The algae alters the colour of the ice, reducing the reflectivity of it
A glacial microbiologist has uncovered "surprisingly rich" communities of microscopic algae in one of Earth's most isolated regions.
Dr Emily Broadwell spent three months on Signy Island in Antarctica investigating rare snow and glacier algae as part of her doctoral research at the University of Bristol.
Her analysis revealed "unique algal communities" across various ice and snow surfaces, upending the assumption that Antarctic glacier ecosystems will react uniformly to rising global temperatures.
The findings, now published in the journal ISME Communications, "highlight how much there is still to learn about life in these cold, remote environments," according to the researcher.
The expedition to reach Signy Island, situated 370 miles from the Antarctic peninsula and 800 miles from the Falkland Islands, took a fortnight.
Dr Broadwell's team had to traverse the "daunting" Drake's Passage, notorious for ocean swells that can tower up to 18 metres.
Once on the island, she and five colleagues operated from a former whaling station that has served as a British Antarctic Survey research base since 1947.
Conditions were harsh, with temperatures hovering around freezing.

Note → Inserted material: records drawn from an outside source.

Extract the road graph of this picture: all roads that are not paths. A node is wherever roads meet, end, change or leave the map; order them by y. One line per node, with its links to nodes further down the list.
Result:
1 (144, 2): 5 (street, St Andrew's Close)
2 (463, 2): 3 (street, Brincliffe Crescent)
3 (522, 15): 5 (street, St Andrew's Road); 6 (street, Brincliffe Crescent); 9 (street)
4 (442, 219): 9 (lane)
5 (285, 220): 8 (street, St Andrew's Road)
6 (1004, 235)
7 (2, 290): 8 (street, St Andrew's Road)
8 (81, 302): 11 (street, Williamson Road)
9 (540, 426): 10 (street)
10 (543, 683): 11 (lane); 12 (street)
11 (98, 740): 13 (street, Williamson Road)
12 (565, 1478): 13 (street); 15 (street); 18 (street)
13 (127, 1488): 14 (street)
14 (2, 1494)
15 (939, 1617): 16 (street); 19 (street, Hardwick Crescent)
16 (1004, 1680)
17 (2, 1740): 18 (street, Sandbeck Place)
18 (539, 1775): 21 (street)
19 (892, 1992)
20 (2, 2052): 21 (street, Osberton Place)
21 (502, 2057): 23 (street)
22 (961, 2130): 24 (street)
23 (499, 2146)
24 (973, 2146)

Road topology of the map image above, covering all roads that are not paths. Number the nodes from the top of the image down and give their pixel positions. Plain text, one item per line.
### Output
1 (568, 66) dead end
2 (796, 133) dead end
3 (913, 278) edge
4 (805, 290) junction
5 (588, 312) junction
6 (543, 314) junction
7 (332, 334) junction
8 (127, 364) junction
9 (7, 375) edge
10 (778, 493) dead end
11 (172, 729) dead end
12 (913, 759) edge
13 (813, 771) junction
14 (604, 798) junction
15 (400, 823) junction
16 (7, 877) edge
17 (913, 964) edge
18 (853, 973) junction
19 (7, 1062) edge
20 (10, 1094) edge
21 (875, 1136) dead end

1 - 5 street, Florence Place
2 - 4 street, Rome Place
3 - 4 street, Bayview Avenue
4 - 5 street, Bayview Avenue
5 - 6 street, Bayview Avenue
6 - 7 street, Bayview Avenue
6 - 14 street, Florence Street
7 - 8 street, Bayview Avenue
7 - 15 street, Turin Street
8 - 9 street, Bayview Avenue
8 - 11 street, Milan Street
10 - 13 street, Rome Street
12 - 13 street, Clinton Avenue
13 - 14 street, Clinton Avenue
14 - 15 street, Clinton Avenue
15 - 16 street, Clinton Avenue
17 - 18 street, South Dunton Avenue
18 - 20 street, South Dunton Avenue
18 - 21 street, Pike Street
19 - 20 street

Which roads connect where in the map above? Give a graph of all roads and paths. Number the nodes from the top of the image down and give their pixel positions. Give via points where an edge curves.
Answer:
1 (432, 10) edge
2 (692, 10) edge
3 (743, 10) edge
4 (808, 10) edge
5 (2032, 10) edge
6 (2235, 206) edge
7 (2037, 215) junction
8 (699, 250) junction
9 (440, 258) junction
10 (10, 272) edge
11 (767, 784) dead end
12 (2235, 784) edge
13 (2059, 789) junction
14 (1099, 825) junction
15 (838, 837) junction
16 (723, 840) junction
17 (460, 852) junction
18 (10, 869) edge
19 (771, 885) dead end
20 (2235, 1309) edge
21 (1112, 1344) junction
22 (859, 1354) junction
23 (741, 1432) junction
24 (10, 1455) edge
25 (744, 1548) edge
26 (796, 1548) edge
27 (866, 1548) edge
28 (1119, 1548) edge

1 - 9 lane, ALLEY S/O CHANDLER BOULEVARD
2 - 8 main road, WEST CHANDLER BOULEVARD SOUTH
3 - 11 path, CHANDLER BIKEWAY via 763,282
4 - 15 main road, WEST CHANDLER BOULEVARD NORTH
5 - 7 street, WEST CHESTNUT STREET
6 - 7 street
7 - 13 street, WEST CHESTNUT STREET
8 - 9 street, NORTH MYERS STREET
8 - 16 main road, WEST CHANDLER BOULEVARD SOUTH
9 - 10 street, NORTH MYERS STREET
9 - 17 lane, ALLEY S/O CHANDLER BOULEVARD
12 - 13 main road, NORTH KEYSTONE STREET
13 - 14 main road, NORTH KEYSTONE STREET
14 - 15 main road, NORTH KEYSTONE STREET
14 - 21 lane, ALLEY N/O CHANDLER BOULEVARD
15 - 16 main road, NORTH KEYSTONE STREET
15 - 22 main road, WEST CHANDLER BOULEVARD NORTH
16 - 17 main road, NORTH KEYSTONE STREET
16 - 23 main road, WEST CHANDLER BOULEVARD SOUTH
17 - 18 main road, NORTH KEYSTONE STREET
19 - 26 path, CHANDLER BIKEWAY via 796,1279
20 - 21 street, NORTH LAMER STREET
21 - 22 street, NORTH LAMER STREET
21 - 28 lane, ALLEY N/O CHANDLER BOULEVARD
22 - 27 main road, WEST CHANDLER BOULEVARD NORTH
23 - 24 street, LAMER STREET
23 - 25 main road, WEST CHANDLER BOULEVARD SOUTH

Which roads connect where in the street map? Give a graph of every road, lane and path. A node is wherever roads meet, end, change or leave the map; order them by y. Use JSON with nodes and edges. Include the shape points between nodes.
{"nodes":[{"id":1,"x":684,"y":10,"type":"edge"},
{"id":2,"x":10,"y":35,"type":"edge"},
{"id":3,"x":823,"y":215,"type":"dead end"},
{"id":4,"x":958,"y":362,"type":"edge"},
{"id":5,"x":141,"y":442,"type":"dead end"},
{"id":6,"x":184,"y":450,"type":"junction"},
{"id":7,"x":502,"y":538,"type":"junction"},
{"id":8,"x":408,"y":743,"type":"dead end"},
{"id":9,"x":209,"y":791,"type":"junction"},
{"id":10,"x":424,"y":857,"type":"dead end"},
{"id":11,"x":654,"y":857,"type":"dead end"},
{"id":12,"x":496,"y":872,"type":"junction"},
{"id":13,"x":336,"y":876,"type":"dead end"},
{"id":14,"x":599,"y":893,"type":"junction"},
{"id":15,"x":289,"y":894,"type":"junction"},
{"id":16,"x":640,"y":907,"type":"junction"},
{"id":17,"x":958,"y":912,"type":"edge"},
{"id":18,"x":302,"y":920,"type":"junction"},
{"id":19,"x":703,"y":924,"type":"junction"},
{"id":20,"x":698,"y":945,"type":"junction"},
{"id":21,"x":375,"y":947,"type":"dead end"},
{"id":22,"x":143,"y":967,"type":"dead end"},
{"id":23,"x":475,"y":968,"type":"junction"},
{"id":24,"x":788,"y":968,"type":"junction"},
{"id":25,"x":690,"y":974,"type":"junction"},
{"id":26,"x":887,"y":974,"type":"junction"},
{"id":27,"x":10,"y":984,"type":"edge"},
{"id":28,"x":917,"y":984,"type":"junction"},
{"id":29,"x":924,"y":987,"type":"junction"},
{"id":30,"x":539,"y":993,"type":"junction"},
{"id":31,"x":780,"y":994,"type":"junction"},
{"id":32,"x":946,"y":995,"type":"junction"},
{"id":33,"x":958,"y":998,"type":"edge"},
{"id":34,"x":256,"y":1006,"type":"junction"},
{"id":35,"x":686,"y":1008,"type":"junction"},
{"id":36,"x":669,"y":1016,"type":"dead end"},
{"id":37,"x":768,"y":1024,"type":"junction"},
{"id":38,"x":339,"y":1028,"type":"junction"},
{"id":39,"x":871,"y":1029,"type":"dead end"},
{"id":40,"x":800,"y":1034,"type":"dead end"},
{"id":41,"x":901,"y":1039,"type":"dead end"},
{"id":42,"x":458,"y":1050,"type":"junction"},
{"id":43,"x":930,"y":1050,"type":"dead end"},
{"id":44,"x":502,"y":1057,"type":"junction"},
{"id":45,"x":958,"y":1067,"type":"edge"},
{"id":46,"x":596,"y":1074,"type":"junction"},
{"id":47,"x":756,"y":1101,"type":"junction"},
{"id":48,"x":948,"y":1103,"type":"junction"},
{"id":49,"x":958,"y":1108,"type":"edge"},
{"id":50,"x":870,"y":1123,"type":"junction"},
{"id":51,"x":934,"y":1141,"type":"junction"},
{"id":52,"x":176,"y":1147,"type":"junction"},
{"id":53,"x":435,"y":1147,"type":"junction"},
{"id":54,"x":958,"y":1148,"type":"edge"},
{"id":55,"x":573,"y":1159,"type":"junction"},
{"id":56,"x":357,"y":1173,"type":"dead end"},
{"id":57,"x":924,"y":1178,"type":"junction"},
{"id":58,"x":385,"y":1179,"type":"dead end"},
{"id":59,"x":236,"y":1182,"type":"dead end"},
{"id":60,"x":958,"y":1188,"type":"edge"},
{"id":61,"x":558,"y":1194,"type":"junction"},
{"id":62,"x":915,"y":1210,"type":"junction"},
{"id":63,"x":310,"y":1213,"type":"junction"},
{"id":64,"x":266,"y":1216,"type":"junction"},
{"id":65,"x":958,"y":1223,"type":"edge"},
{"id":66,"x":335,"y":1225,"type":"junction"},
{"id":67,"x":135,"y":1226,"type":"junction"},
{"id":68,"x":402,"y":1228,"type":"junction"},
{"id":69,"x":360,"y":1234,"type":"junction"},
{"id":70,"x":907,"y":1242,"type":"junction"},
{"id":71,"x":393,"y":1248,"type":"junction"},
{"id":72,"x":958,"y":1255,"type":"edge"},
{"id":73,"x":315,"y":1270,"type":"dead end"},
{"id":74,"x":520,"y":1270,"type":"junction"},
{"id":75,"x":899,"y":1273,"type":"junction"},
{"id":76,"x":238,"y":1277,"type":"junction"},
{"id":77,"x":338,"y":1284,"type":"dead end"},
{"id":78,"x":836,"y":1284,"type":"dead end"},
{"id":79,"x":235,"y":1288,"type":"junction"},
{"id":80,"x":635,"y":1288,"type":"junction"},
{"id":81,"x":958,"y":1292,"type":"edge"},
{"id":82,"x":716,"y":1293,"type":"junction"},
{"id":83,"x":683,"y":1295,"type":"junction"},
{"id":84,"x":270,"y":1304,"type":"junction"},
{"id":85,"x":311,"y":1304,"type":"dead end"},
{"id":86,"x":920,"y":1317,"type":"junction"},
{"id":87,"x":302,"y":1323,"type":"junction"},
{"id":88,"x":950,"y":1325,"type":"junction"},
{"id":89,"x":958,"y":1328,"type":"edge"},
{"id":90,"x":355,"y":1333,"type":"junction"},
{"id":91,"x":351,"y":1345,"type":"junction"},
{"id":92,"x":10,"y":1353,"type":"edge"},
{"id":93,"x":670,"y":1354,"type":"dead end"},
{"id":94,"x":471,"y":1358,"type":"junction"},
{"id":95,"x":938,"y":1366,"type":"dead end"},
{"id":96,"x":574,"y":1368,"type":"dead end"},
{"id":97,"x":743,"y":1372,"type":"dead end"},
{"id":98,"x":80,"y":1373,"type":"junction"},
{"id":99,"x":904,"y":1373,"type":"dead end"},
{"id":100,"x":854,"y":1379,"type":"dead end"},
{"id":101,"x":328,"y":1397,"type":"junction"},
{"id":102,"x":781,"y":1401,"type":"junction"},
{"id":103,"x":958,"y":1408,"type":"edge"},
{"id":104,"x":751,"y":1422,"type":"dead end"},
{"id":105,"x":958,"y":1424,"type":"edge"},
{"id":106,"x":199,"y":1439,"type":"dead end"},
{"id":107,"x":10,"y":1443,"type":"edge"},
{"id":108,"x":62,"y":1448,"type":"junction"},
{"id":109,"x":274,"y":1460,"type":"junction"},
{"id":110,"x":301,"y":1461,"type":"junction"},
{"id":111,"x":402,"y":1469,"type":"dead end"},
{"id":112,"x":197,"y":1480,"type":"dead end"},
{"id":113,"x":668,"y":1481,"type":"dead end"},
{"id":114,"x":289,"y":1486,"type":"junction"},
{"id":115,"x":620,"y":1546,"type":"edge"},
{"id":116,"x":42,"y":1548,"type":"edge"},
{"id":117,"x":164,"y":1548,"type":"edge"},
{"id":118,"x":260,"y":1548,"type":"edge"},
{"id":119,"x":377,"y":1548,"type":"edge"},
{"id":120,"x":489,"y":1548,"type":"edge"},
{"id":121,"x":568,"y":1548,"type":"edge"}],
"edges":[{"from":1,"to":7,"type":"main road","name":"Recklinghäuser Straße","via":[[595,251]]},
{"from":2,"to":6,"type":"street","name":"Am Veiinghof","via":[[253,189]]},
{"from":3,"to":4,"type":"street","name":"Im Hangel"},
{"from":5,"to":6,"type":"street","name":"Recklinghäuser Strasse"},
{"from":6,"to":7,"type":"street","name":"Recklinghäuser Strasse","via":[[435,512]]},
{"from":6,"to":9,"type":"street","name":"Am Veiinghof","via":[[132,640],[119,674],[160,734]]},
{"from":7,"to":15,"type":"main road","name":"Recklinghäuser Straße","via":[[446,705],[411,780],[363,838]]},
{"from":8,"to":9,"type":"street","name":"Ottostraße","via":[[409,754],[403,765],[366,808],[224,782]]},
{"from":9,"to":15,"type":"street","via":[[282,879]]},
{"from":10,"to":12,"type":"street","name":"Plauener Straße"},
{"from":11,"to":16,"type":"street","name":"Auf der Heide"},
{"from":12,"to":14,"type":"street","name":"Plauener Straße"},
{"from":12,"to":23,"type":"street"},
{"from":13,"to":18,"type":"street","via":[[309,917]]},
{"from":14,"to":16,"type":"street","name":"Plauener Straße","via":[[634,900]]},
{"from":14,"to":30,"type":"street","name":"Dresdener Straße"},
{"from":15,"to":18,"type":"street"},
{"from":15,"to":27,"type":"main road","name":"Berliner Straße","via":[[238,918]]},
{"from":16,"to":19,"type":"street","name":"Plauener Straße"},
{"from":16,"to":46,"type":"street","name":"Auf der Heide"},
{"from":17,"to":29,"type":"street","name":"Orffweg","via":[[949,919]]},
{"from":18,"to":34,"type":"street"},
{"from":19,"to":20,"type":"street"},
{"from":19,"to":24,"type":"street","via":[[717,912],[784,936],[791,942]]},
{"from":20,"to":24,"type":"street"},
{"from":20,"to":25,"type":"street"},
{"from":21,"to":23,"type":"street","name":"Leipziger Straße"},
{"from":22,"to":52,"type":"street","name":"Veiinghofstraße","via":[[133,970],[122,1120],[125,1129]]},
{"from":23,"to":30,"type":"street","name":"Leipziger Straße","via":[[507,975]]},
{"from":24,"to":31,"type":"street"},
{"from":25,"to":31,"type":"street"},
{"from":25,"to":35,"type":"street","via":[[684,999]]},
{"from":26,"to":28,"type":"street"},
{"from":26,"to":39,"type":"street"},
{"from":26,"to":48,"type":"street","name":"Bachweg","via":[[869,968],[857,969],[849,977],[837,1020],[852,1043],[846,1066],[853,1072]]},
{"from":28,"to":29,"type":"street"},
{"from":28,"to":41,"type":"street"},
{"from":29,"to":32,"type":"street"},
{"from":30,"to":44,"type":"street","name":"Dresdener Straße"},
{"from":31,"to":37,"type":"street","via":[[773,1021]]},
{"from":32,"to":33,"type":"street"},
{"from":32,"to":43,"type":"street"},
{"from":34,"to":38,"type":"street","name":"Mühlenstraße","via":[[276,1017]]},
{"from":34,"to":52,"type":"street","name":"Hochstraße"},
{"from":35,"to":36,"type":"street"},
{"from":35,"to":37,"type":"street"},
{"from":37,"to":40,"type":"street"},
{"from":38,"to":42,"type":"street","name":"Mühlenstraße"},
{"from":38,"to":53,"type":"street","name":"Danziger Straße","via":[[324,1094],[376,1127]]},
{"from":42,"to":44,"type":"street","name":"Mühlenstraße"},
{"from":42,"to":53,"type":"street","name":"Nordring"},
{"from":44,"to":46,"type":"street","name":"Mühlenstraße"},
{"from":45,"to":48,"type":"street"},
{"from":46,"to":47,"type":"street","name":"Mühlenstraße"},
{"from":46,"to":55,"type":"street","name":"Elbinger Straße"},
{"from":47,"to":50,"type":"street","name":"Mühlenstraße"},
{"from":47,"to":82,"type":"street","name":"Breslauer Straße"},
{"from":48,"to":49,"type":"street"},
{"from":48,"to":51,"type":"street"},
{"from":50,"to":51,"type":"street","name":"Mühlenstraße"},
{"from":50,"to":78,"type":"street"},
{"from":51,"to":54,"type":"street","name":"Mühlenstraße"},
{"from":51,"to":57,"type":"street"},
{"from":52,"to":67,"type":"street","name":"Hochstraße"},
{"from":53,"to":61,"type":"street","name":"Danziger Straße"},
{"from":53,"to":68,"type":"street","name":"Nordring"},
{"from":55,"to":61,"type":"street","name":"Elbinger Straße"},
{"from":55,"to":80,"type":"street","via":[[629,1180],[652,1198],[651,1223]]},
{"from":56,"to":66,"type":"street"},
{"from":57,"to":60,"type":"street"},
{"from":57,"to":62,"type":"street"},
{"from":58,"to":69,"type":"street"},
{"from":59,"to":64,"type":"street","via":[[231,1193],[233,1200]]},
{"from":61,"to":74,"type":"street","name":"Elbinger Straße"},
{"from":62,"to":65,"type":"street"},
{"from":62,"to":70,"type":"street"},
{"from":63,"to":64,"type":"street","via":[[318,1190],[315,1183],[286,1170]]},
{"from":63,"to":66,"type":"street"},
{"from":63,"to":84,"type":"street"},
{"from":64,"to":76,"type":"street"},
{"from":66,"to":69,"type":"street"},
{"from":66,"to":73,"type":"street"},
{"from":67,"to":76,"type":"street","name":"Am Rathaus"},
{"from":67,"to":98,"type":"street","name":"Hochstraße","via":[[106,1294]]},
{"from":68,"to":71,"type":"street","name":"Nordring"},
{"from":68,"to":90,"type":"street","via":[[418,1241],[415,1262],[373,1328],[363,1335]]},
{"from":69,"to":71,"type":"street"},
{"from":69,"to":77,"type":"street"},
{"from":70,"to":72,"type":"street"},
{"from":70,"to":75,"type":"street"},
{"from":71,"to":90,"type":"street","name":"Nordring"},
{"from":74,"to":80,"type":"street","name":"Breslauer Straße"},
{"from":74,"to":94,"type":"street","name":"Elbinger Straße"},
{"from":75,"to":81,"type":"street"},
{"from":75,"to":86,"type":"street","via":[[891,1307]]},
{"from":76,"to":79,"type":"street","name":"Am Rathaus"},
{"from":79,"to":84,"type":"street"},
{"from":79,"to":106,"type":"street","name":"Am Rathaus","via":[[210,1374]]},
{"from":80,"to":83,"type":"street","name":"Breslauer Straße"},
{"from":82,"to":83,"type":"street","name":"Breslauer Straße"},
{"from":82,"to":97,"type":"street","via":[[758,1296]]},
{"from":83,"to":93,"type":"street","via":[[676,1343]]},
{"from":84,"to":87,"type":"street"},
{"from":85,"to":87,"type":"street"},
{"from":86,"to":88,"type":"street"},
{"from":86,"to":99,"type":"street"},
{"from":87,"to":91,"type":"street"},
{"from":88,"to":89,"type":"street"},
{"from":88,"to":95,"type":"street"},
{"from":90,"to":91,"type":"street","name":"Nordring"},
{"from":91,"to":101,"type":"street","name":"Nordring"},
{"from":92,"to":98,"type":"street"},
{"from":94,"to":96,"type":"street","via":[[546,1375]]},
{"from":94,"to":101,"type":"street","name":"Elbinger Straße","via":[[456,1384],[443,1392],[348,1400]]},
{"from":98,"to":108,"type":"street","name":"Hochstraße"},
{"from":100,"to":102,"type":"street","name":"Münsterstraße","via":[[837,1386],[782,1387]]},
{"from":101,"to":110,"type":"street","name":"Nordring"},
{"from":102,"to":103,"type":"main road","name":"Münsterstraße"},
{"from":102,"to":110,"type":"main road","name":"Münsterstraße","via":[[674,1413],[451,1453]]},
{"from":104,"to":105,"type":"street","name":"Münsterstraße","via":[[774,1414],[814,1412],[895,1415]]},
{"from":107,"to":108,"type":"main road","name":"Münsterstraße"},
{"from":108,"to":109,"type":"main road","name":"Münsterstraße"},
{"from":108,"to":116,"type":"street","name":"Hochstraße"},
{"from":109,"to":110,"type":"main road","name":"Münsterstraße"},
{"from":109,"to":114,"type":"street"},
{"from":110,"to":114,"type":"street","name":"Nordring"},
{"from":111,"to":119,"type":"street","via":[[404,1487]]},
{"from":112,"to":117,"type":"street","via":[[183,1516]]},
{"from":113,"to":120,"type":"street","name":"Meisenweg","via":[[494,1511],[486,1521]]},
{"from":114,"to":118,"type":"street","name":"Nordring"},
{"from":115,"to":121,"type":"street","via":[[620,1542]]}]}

During her voyage home aboard the RRS Sir David Attenborough, the researcher encountered iceberg A23a, which until recently held the distinction of being the world's largest and oldest iceberg.
The samples were transported back to the University of Bristol's Cabot Institute for the Environment, where DNA analysis was conducted alongside specimens from Arctic and Alpine regions.
"The research uncovered a surprisingly rich and habitat-specific diversity of both snow and glacier algal species," Dr Broadwell explained.
"Notably, we found red snow algae dominating the ice cap, where Ancylonema glacier algae would normally be expected to prevail."
The results suggest that as temperatures climb, algal blooms in this Antarctic region may develop along a different path compared to those observed on the Greenland Ice Sheet, which frequently experiences extensive glacier algal blooms.
Dr Broadwell, now a postdoctoral researcher at Aarhus University in Denmark, noted that Signy Island hosts "rarely observed ecological niches."
Although these algal blooms capture carbon dioxide through photosynthesis, they simultaneously threaten the region's fragile equilibrium.
As plant life spreads across frozen surfaces, it darkens the snow and ice, diminishing reflectivity and causing localised warming that accelerates melting.
"These landscapes are changing fast, and arctic and alpine glaciers might be some of the first habitats lost completely to climate change," Dr Broadwell warned.
Study co-author Dr Chris Williamson, an associate professor in polar microbiology, stressed that this "hidden diversity" demonstrates the necessity for additional sampling.
"These findings are exciting and there is much more potential to expand our knowledge on the diversity and distribution of these unique microbes," he added.